Task input START
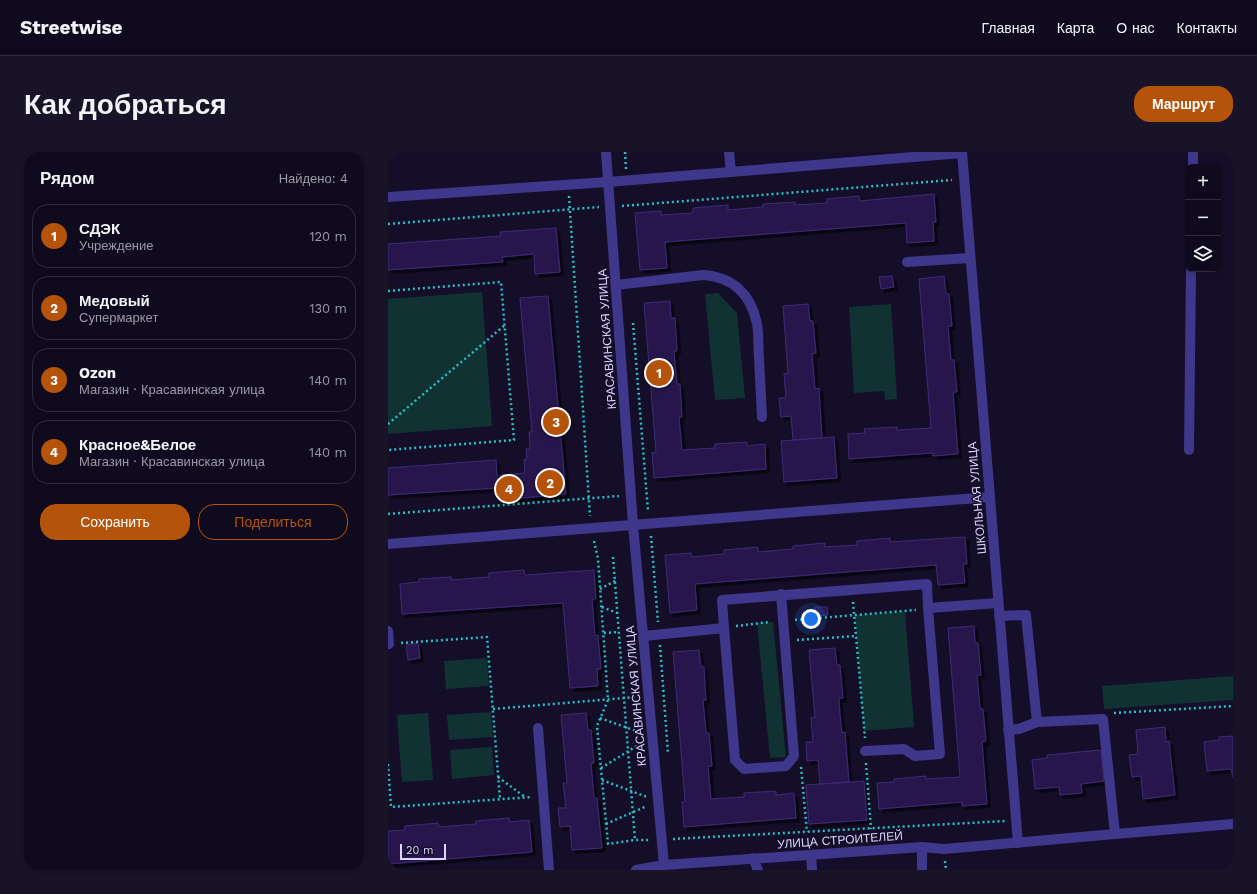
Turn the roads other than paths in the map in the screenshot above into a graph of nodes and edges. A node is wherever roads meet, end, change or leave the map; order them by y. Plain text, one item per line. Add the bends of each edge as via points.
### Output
1 (606, 152) edge
2 (729, 152) edge
3 (1193, 152) edge
4 (962, 153) edge
5 (1193, 164) edge
6 (731, 172) junction
7 (608, 182) junction
8 (388, 197) edge
9 (970, 258) junction
10 (906, 262) dead end
11 (1191, 272) edge
12 (616, 285) junction
13 (762, 417) dead end
14 (1189, 450) dead end
15 (990, 497) junction
16 (633, 525) junction
17 (388, 544) edge
18 (781, 594) junction
19 (998, 603) junction
20 (928, 608) junction
21 (999, 616) junction
22 (724, 628) junction
23 (388, 631) edge
24 (644, 636) junction
25 (389, 644) road end
26 (1037, 722) junction
27 (538, 728) dead end
28 (1008, 730) junction
29 (865, 751) road end
30 (1233, 824) edge
31 (1115, 834) junction
32 (1018, 843) junction
33 (922, 847) junction
34 (811, 855) junction
35 (753, 858) junction
36 (664, 865) junction
37 (549, 870) edge
38 (636, 870) edge
39 (758, 870) edge
40 (812, 870) edge
41 (922, 870) edge

1 - 7 street, КРАСАВИНСКАЯ УЛИЦА
2 - 6 street
3 - 5 street
4 - 6 street
4 - 9 street, ШКОЛЬНАЯ УЛИЦА
6 - 7 street
7 - 8 street
7 - 12 street, КРАСАВИНСКАЯ УЛИЦА
9 - 10 street
9 - 15 street, ШКОЛЬНАЯ УЛИЦА
11 - 14 street
12 - 13 street via 703,274 732,283 745,294 757,325
12 - 16 street, КРАСАВИНСКАЯ УЛИЦА
15 - 16 street
15 - 19 street, ШКОЛЬНАЯ УЛИЦА
16 - 17 street
16 - 24 street, КРАСАВИНСКАЯ УЛИЦА
18 - 20 street via 927,584
18 - 22 street via 722,600
18 - 22 street via 794,756 786,766 744,770 735,760
19 - 20 street
19 - 21 street, ШКОЛЬНАЯ УЛИЦА
20 - 29 street via 940,754 915,756 904,749
21 - 26 street via 1026,615
21 - 28 street, ШКОЛЬНАЯ УЛИЦА
22 - 24 street
23 - 25 street
24 - 36 street, КРАСАВИНСКАЯ УЛИЦА
26 - 28 street
26 - 31 street via 1103,719
27 - 37 street
28 - 32 street, ШКОЛЬНАЯ УЛИЦА
30 - 31 street, УЛИЦА СТРОИТЕЛЕЙ
31 - 32 street, УЛИЦА СТРОИТЕЛЕЙ
32 - 33 street, УЛИЦА СТРОИТЕЛЕЙ via 944,849
33 - 34 street, УЛИЦА СТРОИТЕЛЕЙ
33 - 41 street
34 - 35 street, УЛИЦА СТРОИТЕЛЕЙ
34 - 40 street
35 - 36 street, УЛИЦА СТРОИТЕЛЕЙ
35 - 39 street
36 - 38 street, УЛИЦА СТРОИТЕЛЕЙ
Task input END
> _What you need to do_: The lines holding the word "КРАСАВИНСКАЯ" are the answer. Pull them out of the records and copy them.

> _Result_:
1 - 7 street, КРАСАВИНСКАЯ УЛИЦА
7 - 12 street, КРАСАВИНСКАЯ УЛИЦА
12 - 16 street, КРАСАВИНСКАЯ УЛИЦА
16 - 24 street, КРАСАВИНСКАЯ УЛИЦА
24 - 36 street, КРАСАВИНСКАЯ УЛИЦА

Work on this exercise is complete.